Figure 1.

Uridine level in C. elegans is impacted by the CRP–CytR complex in E. coli (dietary bacteria) and two CDDs in C. elegans. (A,B) Cartoon illustrations of the IS2 insertion (and a 5-nucleotied [nt] target site duplication [nucleotides 530–534]) identified in the cytR gene of the HT115 E. coli strain and the 15-nt deletion identified in the crp gene of the HT115/crp⁻ E. coli strain. The number 1 in the cartoon indicates the nucleotide of the start codon. (C) Cartoon illustration of the established role of cytidine as an inducer of the CRP–CytR complex in E. coli. Binding of cellular cytidine to CytR dissociates CytR from the complex, resulting in transcriptional activation of CRP-regulated genes (Pedersen et al. 1991).
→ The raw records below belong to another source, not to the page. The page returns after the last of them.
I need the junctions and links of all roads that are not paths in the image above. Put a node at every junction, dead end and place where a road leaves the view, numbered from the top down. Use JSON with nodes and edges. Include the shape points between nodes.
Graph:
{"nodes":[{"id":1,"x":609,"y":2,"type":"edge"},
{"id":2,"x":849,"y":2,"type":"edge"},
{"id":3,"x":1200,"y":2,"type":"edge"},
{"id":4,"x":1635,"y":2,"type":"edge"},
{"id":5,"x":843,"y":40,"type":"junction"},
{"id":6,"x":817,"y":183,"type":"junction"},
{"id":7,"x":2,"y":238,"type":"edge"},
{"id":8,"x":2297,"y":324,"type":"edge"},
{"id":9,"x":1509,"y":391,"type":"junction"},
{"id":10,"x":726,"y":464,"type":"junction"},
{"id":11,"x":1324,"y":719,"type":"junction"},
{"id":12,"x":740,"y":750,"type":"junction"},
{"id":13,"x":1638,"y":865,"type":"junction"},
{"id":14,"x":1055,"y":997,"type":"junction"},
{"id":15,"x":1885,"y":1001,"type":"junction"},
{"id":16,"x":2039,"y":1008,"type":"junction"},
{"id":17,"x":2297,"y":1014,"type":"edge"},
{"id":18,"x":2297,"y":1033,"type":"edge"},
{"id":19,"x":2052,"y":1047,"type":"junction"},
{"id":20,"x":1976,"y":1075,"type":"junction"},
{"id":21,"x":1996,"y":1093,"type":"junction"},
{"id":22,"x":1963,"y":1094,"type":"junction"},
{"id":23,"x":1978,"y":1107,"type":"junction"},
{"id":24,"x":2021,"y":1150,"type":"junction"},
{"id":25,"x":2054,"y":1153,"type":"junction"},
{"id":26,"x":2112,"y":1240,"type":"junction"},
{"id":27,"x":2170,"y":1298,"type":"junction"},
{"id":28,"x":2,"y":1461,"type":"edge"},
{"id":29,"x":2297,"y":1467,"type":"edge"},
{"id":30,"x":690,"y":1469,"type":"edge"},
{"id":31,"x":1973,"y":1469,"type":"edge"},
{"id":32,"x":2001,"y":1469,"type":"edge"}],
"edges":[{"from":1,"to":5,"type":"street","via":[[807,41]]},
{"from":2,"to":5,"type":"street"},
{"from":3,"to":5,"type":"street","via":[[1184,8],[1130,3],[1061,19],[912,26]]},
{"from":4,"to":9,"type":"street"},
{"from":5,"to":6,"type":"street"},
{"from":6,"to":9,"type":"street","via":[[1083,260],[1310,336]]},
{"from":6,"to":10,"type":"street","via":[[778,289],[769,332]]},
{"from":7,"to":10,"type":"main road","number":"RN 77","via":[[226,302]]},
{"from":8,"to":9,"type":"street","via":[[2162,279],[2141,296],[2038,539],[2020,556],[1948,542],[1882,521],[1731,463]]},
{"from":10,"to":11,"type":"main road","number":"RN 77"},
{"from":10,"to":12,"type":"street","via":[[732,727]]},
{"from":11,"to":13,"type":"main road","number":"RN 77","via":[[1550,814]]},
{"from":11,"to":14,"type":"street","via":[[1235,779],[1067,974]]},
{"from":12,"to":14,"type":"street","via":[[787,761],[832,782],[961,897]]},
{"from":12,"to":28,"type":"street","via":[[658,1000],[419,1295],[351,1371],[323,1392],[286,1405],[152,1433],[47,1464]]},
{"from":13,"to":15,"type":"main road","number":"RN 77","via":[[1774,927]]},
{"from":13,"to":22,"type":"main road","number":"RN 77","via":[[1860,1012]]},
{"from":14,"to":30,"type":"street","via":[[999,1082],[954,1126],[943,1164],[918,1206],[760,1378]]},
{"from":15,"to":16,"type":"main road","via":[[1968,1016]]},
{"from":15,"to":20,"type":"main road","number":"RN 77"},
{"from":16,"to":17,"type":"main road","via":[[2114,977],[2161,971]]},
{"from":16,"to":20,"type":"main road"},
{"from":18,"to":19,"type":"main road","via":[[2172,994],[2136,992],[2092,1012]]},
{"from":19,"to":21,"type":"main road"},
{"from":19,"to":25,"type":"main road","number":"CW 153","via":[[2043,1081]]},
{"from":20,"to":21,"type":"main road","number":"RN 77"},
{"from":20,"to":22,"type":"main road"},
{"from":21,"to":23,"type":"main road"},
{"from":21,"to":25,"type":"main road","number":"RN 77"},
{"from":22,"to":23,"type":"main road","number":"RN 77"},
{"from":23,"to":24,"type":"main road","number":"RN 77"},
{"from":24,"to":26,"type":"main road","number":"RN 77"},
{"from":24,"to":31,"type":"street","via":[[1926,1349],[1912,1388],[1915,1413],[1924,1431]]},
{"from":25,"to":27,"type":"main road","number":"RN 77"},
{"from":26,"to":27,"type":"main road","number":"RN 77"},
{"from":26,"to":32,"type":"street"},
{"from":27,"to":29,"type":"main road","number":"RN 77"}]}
The CRP–CytR-regulated genes are listed by functional categories (adapted from the EcoCyc E. coli Database). (D) Uridine levels in OP50 and OP50/cytR⁻ E. coli strains measured by high-performance liquid chromatography (HPLC)-UV analysis. The bars represent the mean of three independent experiments and are expressed on the Y-axis as area counts of uridine UV absorption peaks (identified by Analyst software) per OD₆₀₀ of the starting bacterial cultures. (E) HPLC-UV analysis graphs of small nucleosides extracted from wild-type and cdd-1/2 DKO worms. The identities of the peaks are indicated.